(Stored dataset items)
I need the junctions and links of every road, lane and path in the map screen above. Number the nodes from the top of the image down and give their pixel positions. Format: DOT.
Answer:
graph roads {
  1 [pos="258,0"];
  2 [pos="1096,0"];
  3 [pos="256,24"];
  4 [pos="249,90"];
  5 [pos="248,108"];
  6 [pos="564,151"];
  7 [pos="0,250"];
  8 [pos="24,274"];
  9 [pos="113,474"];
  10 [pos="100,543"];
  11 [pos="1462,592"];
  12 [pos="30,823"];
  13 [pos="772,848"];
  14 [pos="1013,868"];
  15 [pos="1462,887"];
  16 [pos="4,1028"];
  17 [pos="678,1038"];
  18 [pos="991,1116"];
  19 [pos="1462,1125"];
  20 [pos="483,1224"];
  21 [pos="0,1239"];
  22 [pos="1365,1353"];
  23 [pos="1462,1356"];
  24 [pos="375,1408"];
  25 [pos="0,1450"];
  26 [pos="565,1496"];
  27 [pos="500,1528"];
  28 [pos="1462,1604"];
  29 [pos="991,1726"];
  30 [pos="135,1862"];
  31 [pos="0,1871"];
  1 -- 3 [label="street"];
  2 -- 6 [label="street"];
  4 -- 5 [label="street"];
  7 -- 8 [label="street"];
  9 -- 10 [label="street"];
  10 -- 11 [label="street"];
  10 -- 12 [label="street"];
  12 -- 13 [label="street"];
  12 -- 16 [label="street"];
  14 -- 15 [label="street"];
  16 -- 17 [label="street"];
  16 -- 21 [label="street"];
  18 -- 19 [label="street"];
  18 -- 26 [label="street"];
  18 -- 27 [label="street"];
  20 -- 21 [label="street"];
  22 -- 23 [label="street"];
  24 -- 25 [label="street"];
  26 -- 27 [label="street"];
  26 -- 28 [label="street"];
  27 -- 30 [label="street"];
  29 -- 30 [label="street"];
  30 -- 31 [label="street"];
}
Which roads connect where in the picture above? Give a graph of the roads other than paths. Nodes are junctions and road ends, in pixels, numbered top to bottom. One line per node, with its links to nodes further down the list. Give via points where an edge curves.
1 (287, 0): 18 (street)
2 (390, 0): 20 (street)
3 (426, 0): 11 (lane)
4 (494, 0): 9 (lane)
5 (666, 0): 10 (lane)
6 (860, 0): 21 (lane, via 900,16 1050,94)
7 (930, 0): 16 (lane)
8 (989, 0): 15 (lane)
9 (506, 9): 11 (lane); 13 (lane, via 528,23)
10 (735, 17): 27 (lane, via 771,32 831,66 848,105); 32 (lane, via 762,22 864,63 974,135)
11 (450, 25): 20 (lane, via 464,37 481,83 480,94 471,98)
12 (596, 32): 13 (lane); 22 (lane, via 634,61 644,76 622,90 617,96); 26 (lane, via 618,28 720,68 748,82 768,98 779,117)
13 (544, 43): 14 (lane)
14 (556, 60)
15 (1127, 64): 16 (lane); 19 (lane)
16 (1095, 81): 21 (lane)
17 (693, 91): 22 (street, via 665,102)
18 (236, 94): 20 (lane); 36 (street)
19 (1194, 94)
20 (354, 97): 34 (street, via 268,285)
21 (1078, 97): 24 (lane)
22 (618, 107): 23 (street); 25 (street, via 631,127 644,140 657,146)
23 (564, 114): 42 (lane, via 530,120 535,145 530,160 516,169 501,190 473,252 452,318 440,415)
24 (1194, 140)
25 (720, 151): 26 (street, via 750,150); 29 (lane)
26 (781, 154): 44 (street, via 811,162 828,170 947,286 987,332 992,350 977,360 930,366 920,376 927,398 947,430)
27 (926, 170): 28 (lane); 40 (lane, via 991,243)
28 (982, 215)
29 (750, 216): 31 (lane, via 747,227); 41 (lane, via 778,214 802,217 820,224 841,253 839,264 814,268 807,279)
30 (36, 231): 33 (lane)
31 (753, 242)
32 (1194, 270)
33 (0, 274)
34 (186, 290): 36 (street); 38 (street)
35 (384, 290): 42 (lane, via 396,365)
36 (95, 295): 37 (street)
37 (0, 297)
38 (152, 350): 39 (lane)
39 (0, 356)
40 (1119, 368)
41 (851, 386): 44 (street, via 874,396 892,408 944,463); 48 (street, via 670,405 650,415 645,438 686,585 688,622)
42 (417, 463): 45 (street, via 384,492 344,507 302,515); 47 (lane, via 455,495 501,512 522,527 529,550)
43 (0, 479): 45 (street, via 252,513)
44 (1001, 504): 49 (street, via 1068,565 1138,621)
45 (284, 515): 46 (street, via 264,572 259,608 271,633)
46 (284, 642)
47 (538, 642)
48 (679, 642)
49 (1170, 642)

[Task instructions] Where a line in the records above contains the string "roads", copy that line.

[Task output]
graph roads {
Which roads connect where in the picture above? Give a graph of the roads other than paths. Nodes are junctions and road ends, in pixels, numbered top to bottom. One line per node, with its links to nodes further down the list. Give via points where an edge curves.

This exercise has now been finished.